In fact, many users still don't care about these issues. 2011 online of a items data showed that, "password" is netizens are most common of password, and in when of "most common of Qian 25 a weak password" list in the, does not appeared and "password" similar of password combination; but in 2012 abroad netizens most common of Qian 25 a password ranking in the, first name still is "password", but corresponding of, "password1" into to has Qian 25 name; 2013, "password" Down to 2nd place but "password1" climbed to the 21st place.

In 2015, "Passw0rd" appeared in the most common password list, ranked 24th. In this list, the famous password "123456" variants of almost every list, such as "1234567" and "12345678".

Especially in the current network flooding the black market of today, if the user's password and several years ago it was revealed spill password the same or similar, then hit by attacks by hackers and "innocent" users spread coming in will greatly enhance the chances of. If a user does not pay attention to these problems, more critical account will be more dangerous.

Researchers at Carleton University, another study showed that frequent password changes can only hinder the attacker hack speed, defense is completely out of the question.

If you want your account to as much as possible into their own hands, and do not want to frequently change passwords, it is best to establish at the outset a number of larger length and adding more elements, mix half-width symbols, digits, uppercase and lowercase letters of the password by offline encryption software to generate strong passwords is a recommended choice.

频繁修改密码更安全？听听专家怎么说 - 密码 - IT资讯

面对越来越多的网络攻击，我们对个人服务账号的保护也应该越来越强才行。为了防止自己的账号密码被破解，不少服务商和安全专家希望我们能够每30天或者每60天更换一次密码。

这当然是一件有益的事情，这也是一个好习惯。但是这种习惯并不一定适合所有人。

即将成为美国联邦贸易委员会（FTC）首席技术官的卡内基·梅隆大学教授Lorrie Cranor在上周的一次公开演讲中表示，频繁更换密码或许才是账户安全的一大威胁。
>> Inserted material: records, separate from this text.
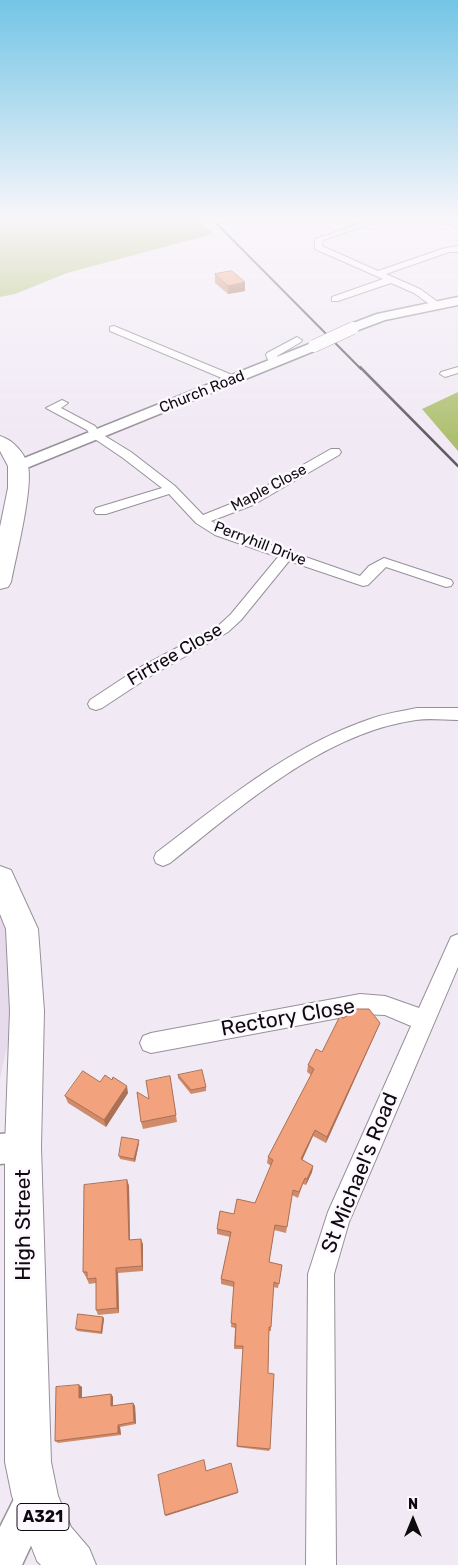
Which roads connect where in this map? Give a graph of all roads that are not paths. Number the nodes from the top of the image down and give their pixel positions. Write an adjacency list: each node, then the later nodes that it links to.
1 (355, 292): 3 (street)
2 (418, 292): 5 (street)
3 (335, 299)
4 (458, 301): 5 (street)
5 (435, 304): 8 (street, Church Road, bridge)
6 (114, 329): 11 (street)
7 (297, 340): 8 (street)
8 (274, 363): 11 (street, Church Road)
9 (458, 370): 10 (street)
10 (446, 374)
11 (233, 379): 13 (street, Church Road)
12 (62, 403): 13 (street, Perryhill Drive)
13 (96, 435): 14 (street, Church Road); 16 (street, Perryhill Drive)
14 (9, 452): 20 (main road)
15 (336, 452): 18 (street, Maple Close)
16 (171, 489): 17 (street); 18 (street, Perryhill Drive)
17 (102, 511)
18 (201, 520): 19 (street, Perryhill Drive)
19 (287, 555): 21 (street, Perryhill Drive); 22 (street, Firtree Close)
20 (0, 582)
21 (446, 583)
22 (96, 704)
23 (458, 714): 24 (street)
24 (163, 858)
25 (0, 879): 30 (main road, High Street / A321)
26 (458, 944): 27 (street, St Michael's Road)
27 (450, 982): 28 (street, St Michael's Road)
28 (423, 1021): 29 (street, Rectory Close); 34 (street, St Michael's Road)
29 (151, 1043)
30 (12, 1148): 31 (main road, High Street / A321)
31 (35, 1496): 32 (street); 33 (main road, High Street / A321)
32 (2, 1565)
33 (72, 1565)
34 (321, 1565)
但是Lorrie Cranor指的并不是“频繁更换密码”本身这件事，而是人们更改密码的方式。北卡罗来纳大学教堂山分校的研究人员在2010年公布了一项研究，研究中他们让10000名师生注册了测试网站的账号，并强制要求每三个月更换一次密码。这项研究不仅仅只观察这些用户最后一次的密码组合，也收集了在测试过程中修改的密码。

经数据研究后发现，尽管频繁修改密码所带来的是用户对密码体系的规则化。比如“welcome1”这个密码，在被要求修改之后，用户通常会改成“Welcome1”或者“wElcome1”，或者是单纯地增加数字，如“welcome111”等。
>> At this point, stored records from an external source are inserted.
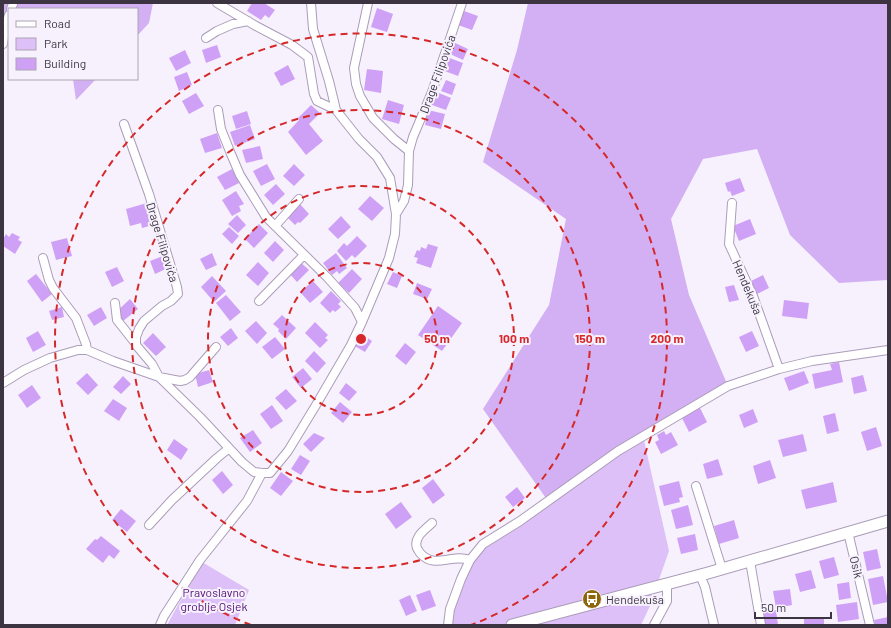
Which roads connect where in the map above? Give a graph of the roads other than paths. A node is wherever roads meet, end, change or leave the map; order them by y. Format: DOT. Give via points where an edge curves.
graph roads {
  1 [pos="217,3"];
  2 [pos="311,3"];
  3 [pos="368,3"];
  4 [pos="462,3"];
  5 [pos="8,18"];
  6 [pos="248,21"];
  7 [pos="206,38"];
  8 [pos="3,44"];
  9 [pos="218,110"];
  10 [pos="336,110"];
  11 [pos="124,124"];
  12 [pos="408,151"];
  13 [pos="299,199"];
  14 [pos="732,203"];
  15 [pos="396,214"];
  16 [pos="276,226"];
  17 [pos="304,255"];
  18 [pos="43,258"];
  19 [pos="259,301"];
  20 [pos="115,303"];
  21 [pos="362,322"];
  22 [pos="136,344"];
  23 [pos="216,347"];
  24 [pos="87,350"];
  25 [pos="888,350"];
  26 [pos="779,369"];
  27 [pos="159,377"];
  28 [pos="3,383"];
  29 [pos="228,449"];
  30 [pos="262,473"];
  31 [pos="696,486"];
  32 [pos="888,521"];
  33 [pos="432,523"];
  34 [pos="149,525"];
  35 [pos="848,532"];
  36 [pos="470,560"];
  37 [pos="750,561"];
  38 [pos="722,569"];
  39 [pos="700,575"];
  40 [pos="667,584"];
  41 [pos="160,625"];
  42 [pos="448,625"];
  43 [pos="512,625"];
  44 [pos="654,625"];
  45 [pos="714,625"];
  46 [pos="761,625"];
  47 [pos="870,625"];
  1 -- 6 [label="street, Drage Filipovića"];
  2 -- 10 [label="street, Drage Filipovića" via="313,29"];
  3 -- 12 [label="street" via="354,68 356,84 373,118"];
  4 -- 12 [label="street, Drage Filipovića" via="432,92"];
  5 -- 8 [label="street"];
  6 -- 7 [label="street" via="233,24"];
  6 -- 10 [label="street, Drage Filipovića" via="292,45 308,57 317,101"];
  9 -- 16 [label="street" via="221,129 240,174 266,217"];
  10 -- 15 [label="street, Drage Filipovića" via="377,157 390,178"];
  11 -- 22 [label="street, Drage Filipovića" via="149,194 178,294 144,321 136,337"];
  12 -- 15 [label="street, Drage Filipovića" via="408,185 404,201"];
  13 -- 16 [label="street"];
  14 -- 26 [label="street, Hendekuša" via="729,244 753,296"];
  15 -- 21 [label="street, Drage Filipovića" via="395,234 389,258"];
  16 -- 17 [label="street"];
  17 -- 19 [label="street"];
  17 -- 21 [label="street" via="355,308"];
  18 -- 24 [label="street" via="49,280 76,318"];
  20 -- 22 [label="street" via="117,320"];
  21 -- 30 [label="street, Drage Filipovića" via="338,368 288,451 270,473"];
  22 -- 27 [label="street"];
  23 -- 27 [label="street" via="186,380"];
  24 -- 27 [label="street"];
  24 -- 28 [label="street" via="50,358"];
  25 -- 26 [label="street" via="812,361"];
  26 -- 36 [label="street" via="728,386 618,451 520,521 483,544"];
  27 -- 29 [label="street"];
  29 -- 30 [label="street" via="254,472"];
  29 -- 34 [label="street" via="172,500"];
  30 -- 41 [label="street" via="247,501 200,560"];
  31 -- 38 [label="street"];
  32 -- 35 [label="main road"];
  33 -- 36 [label="street" via="417,540 417,549 424,557 436,561 463,558"];
  35 -- 37 [label="main road"];
  35 -- 47 [label="street, Osik"];
  36 -- 42 [label="street" via="450,609"];
  37 -- 38 [label="main road"];
  37 -- 46 [label="street"];
  38 -- 39 [label="main road"];
  39 -- 40 [label="main road"];
  39 -- 45 [label="street"];
  40 -- 43 [label="main road"];
  40 -- 44 [label="street" via="667,601"];
}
“联合国军司令部研究人员说，如果人们不得不每隔三个月修改他们的密码，那么他们倾向于使用模式化的套路，我们称之为变形。他们把自己的旧密码通过一些微小的改变，做成一个新的密码。”

这是一个好事情吗？并不是。研究人员利用这些数据进行了算法变换，并将密码破解程序投放到测试网络中去模拟攻击，结果有17%的账户密码在5次以内被攻破，而利用高性能电脑进行离线暴力破解攻击时，有41%经过了密码修改的账户在三秒内被攻破，也就是说，羸弱的密码主体与简单的模式化修改组合在更先进的密码破解手段面前并不可靠。

事实上很多用户依然不关心这些问题。2011网上的一项数据表明，“password”是网民们最常用的密码，而且在当年的“最常用的前25个弱密码”榜单中，并未出现与“password”相似的密码组合；可是在2012年国外网民最常用的前25个密码排名中，第一名仍然是“password”，但是相应的，“password1”进入到了前25名；2013年，“password”降至第2名但“password1”爬升至第21名。

2015年，“passw0rd”出现在最常用密码榜单中，位居第24。而在这份榜单中，著名密码“123456”的变种几乎每年都有上榜，如“1234567”和“12345678”等。

尤其是在当前网络黑市泛滥的今天，如果用户的密码和数年前被曝出的泄漏事件密码相同或者相似，那么黑客通过撞库攻击而将“无辜”用户波及进来的几率会大大提升。如果用户不能将重视这些问题，更多更关键的账号将会发生危险。

研究人员在卡尔顿大学的另一项研究证明，频繁的密码更改只能妨碍攻击者的破解速度，完全地防御是不可能的。

如果你希望自己的账号能够尽可能的掌握在自己手中，并且不希望频繁更换密码，那么最好在一开始就建立一些长度较大，并且加入更多元素，比如半角符号、数字、大小写字母混合的密码；通过离线的加密软件生成一些高强度密码也是一个值得推荐的选择。